:: DATA SUPPLIED ::
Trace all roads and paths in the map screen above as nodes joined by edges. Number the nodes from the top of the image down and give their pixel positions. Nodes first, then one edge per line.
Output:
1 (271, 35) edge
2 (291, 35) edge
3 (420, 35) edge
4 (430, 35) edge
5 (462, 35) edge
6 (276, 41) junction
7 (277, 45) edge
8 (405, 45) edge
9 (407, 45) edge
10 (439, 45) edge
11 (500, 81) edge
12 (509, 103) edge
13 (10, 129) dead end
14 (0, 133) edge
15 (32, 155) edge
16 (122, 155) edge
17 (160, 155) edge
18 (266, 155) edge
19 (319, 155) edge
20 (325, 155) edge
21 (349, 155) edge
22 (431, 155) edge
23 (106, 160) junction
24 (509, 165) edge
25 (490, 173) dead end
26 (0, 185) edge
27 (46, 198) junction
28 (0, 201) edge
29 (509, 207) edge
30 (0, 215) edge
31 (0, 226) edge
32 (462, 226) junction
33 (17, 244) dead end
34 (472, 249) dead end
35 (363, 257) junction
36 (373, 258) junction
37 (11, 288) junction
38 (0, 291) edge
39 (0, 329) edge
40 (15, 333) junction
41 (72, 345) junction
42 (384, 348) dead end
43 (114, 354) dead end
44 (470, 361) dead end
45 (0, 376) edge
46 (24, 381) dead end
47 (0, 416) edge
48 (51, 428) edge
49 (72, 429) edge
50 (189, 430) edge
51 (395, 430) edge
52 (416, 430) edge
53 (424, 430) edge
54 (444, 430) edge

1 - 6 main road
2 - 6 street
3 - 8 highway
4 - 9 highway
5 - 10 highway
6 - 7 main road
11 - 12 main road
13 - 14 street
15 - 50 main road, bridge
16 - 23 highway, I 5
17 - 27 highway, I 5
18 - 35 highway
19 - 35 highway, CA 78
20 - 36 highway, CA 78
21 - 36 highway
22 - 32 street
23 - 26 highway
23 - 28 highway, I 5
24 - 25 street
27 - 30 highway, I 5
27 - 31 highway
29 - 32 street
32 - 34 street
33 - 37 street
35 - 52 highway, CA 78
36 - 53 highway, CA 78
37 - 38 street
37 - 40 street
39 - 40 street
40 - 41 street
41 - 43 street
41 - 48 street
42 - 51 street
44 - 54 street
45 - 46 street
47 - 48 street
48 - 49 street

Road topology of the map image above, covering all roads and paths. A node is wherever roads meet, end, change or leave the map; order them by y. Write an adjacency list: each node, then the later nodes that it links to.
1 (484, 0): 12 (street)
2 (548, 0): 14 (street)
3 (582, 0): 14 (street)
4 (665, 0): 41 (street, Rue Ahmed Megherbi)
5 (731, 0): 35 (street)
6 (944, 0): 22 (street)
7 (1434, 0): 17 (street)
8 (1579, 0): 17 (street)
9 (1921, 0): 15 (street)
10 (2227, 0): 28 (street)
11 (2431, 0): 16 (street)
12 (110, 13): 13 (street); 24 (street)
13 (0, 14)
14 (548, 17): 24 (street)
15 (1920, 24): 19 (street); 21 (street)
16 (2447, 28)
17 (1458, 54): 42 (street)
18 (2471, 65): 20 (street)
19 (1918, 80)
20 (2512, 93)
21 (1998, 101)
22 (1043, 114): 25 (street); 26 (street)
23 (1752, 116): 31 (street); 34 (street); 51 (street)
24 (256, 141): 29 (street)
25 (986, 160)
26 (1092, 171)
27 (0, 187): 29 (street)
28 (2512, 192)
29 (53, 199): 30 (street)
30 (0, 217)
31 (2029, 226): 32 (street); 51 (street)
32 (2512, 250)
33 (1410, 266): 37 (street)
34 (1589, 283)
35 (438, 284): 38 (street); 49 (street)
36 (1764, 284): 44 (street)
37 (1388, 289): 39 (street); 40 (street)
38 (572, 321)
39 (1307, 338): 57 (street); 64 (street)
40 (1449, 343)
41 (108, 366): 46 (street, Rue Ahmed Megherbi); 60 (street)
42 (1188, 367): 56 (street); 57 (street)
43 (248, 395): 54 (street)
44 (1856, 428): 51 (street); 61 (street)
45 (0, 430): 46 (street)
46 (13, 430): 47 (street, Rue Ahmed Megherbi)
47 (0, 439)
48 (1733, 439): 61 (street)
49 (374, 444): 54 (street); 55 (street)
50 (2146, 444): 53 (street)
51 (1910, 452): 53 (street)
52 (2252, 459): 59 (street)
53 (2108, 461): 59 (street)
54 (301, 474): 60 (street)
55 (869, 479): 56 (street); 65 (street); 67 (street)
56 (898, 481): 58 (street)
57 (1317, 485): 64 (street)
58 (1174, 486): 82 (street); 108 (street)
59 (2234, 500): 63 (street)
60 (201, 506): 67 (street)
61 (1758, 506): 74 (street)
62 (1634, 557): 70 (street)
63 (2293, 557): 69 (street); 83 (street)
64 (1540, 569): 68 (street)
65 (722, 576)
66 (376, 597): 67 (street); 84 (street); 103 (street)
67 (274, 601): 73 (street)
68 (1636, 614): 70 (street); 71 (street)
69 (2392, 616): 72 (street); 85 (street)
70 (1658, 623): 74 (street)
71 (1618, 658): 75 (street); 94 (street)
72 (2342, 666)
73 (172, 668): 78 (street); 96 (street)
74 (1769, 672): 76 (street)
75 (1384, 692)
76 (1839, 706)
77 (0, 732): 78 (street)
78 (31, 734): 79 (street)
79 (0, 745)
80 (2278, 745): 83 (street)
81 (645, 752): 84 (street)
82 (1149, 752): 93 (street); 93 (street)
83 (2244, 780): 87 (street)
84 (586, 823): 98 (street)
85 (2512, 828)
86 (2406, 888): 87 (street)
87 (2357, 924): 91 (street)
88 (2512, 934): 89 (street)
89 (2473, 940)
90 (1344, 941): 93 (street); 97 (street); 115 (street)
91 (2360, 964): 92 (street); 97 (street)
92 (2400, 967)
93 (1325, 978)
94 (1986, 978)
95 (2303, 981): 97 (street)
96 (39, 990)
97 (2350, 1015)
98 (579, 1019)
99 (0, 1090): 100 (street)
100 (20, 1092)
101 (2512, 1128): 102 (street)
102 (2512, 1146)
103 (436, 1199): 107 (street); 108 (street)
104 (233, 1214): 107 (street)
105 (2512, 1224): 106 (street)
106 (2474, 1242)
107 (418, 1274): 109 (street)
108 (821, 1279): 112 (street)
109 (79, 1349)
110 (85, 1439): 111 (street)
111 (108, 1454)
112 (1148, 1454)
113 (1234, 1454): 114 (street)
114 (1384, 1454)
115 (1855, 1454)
:::
● PROBLEM DESCRIPTION
The entries are to be retyped in full, with no alteration.

● ANSWER TO THE PROBLEM
Trace all roads and paths in the map screen above as nodes joined by edges. Number the nodes from the top of the image down and give their pixel positions. Nodes first, then one edge per line.
Output:
1 (271, 35) edge
2 (291, 35) edge
3 (420, 35) edge
4 (430, 35) edge
5 (462, 35) edge
6 (276, 41) junction
7 (277, 45) edge
8 (405, 45) edge
9 (407, 45) edge
10 (439, 45) edge
11 (500, 81) edge
12 (509, 103) edge
13 (10, 129) dead end
14 (0, 133) edge
15 (32, 155) edge
16 (122, 155) edge
17 (160, 155) edge
18 (266, 155) edge
19 (319, 155) edge
20 (325, 155) edge
21 (349, 155) edge
22 (431, 155) edge
23 (106, 160) junction
24 (509, 165) edge
25 (490, 173) dead end
26 (0, 185) edge
27 (46, 198) junction
28 (0, 201) edge
29 (509, 207) edge
30 (0, 215) edge
31 (0, 226) edge
32 (462, 226) junction
33 (17, 244) dead end
34 (472, 249) dead end
35 (363, 257) junction
36 (373, 258) junction
37 (11, 288) junction
38 (0, 291) edge
39 (0, 329) edge
40 (15, 333) junction
41 (72, 345) junction
42 (384, 348) dead end
43 (114, 354) dead end
44 (470, 361) dead end
45 (0, 376) edge
46 (24, 381) dead end
47 (0, 416) edge
48 (51, 428) edge
49 (72, 429) edge
50 (189, 430) edge
51 (395, 430) edge
52 (416, 430) edge
53 (424, 430) edge
54 (444, 430) edge

1 - 6 main road
2 - 6 street
3 - 8 highway
4 - 9 highway
5 - 10 highway
6 - 7 main road
11 - 12 main road
13 - 14 street
15 - 50 main road, bridge
16 - 23 highway, I 5
17 - 27 highway, I 5
18 - 35 highway
19 - 35 highway, CA 78
20 - 36 highway, CA 78
21 - 36 highway
22 - 32 street
23 - 26 highway
23 - 28 highway, I 5
24 - 25 street
27 - 30 highway, I 5
27 - 31 highway
29 - 32 street
32 - 34 street
33 - 37 street
35 - 52 highway, CA 78
36 - 53 highway, CA 78
37 - 38 street
37 - 40 street
39 - 40 street
40 - 41 street
41 - 43 street
41 - 48 street
42 - 51 street
44 - 54 street
45 - 46 street
47 - 48 street
48 - 49 street

Road topology of the map image above, covering all roads and paths. A node is wherever roads meet, end, change or leave the map; order them by y. Write an adjacency list: each node, then the later nodes that it links to.
1 (484, 0): 12 (street)
2 (548, 0): 14 (street)
3 (582, 0): 14 (street)
4 (665, 0): 41 (street, Rue Ahmed Megherbi)
5 (731, 0): 35 (street)
6 (944, 0): 22 (street)
7 (1434, 0): 17 (street)
8 (1579, 0): 17 (street)
9 (1921, 0): 15 (street)
10 (2227, 0): 28 (street)
11 (2431, 0): 16 (street)
12 (110, 13): 13 (street); 24 (street)
13 (0, 14)
14 (548, 17): 24 (street)
15 (1920, 24): 19 (street); 21 (street)
16 (2447, 28)
17 (1458, 54): 42 (street)
18 (2471, 65): 20 (street)
19 (1918, 80)
20 (2512, 93)
21 (1998, 101)
22 (1043, 114): 25 (street); 26 (street)
23 (1752, 116): 31 (street); 34 (street); 51 (street)
24 (256, 141): 29 (street)
25 (986, 160)
26 (1092, 171)
27 (0, 187): 29 (street)
28 (2512, 192)
29 (53, 199): 30 (street)
30 (0, 217)
31 (2029, 226): 32 (street); 51 (street)
32 (2512, 250)
33 (1410, 266): 37 (street)
34 (1589, 283)
35 (438, 284): 38 (street); 49 (street)
36 (1764, 284): 44 (street)
37 (1388, 289): 39 (street); 40 (street)
38 (572, 321)
39 (1307, 338): 57 (street); 64 (street)
40 (1449, 343)
41 (108, 366): 46 (street, Rue Ahmed Megherbi); 60 (street)
42 (1188, 367): 56 (street); 57 (street)
43 (248, 395): 54 (street)
44 (1856, 428): 51 (street); 61 (street)
45 (0, 430): 46 (street)
46 (13, 430): 47 (street, Rue Ahmed Megherbi)
47 (0, 439)
48 (1733, 439): 61 (street)
49 (374, 444): 54 (street); 55 (street)
50 (2146, 444): 53 (street)
51 (1910, 452): 53 (street)
52 (2252, 459): 59 (street)
53 (2108, 461): 59 (street)
54 (301, 474): 60 (street)
55 (869, 479): 56 (street); 65 (street); 67 (street)
56 (898, 481): 58 (street)
57 (1317, 485): 64 (street)
58 (1174, 486): 82 (street); 108 (street)
59 (2234, 500): 63 (street)
60 (201, 506): 67 (street)
61 (1758, 506): 74 (street)
62 (1634, 557): 70 (street)
63 (2293, 557): 69 (street); 83 (street)
64 (1540, 569): 68 (street)
65 (722, 576)
66 (376, 597): 67 (street); 84 (street); 103 (street)
67 (274, 601): 73 (street)
68 (1636, 614): 70 (street); 71 (street)
69 (2392, 616): 72 (street); 85 (street)
70 (1658, 623): 74 (street)
71 (1618, 658): 75 (street); 94 (street)
72 (2342, 666)
73 (172, 668): 78 (street); 96 (street)
74 (1769, 672): 76 (street)
75 (1384, 692)
76 (1839, 706)
77 (0, 732): 78 (street)
78 (31, 734): 79 (street)
79 (0, 745)
80 (2278, 745): 83 (street)
81 (645, 752): 84 (street)
82 (1149, 752): 93 (street); 93 (street)
83 (2244, 780): 87 (street)
84 (586, 823): 98 (street)
85 (2512, 828)
86 (2406, 888): 87 (street)
87 (2357, 924): 91 (street)
88 (2512, 934): 89 (street)
89 (2473, 940)
90 (1344, 941): 93 (street); 97 (street); 115 (street)
91 (2360, 964): 92 (street); 97 (street)
92 (2400, 967)
93 (1325, 978)
94 (1986, 978)
95 (2303, 981): 97 (street)
96 (39, 990)
97 (2350, 1015)
98 (579, 1019)
99 (0, 1090): 100 (street)
100 (20, 1092)
101 (2512, 1128): 102 (street)
102 (2512, 1146)
103 (436, 1199): 107 (street); 108 (street)
104 (233, 1214): 107 (street)
105 (2512, 1224): 106 (street)
106 (2474, 1242)
107 (418, 1274): 109 (street)
108 (821, 1279): 112 (street)
109 (79, 1349)
110 (85, 1439): 111 (street)
111 (108, 1454)
112 (1148, 1454)
113 (1234, 1454): 114 (street)
114 (1384, 1454)
115 (1855, 1454)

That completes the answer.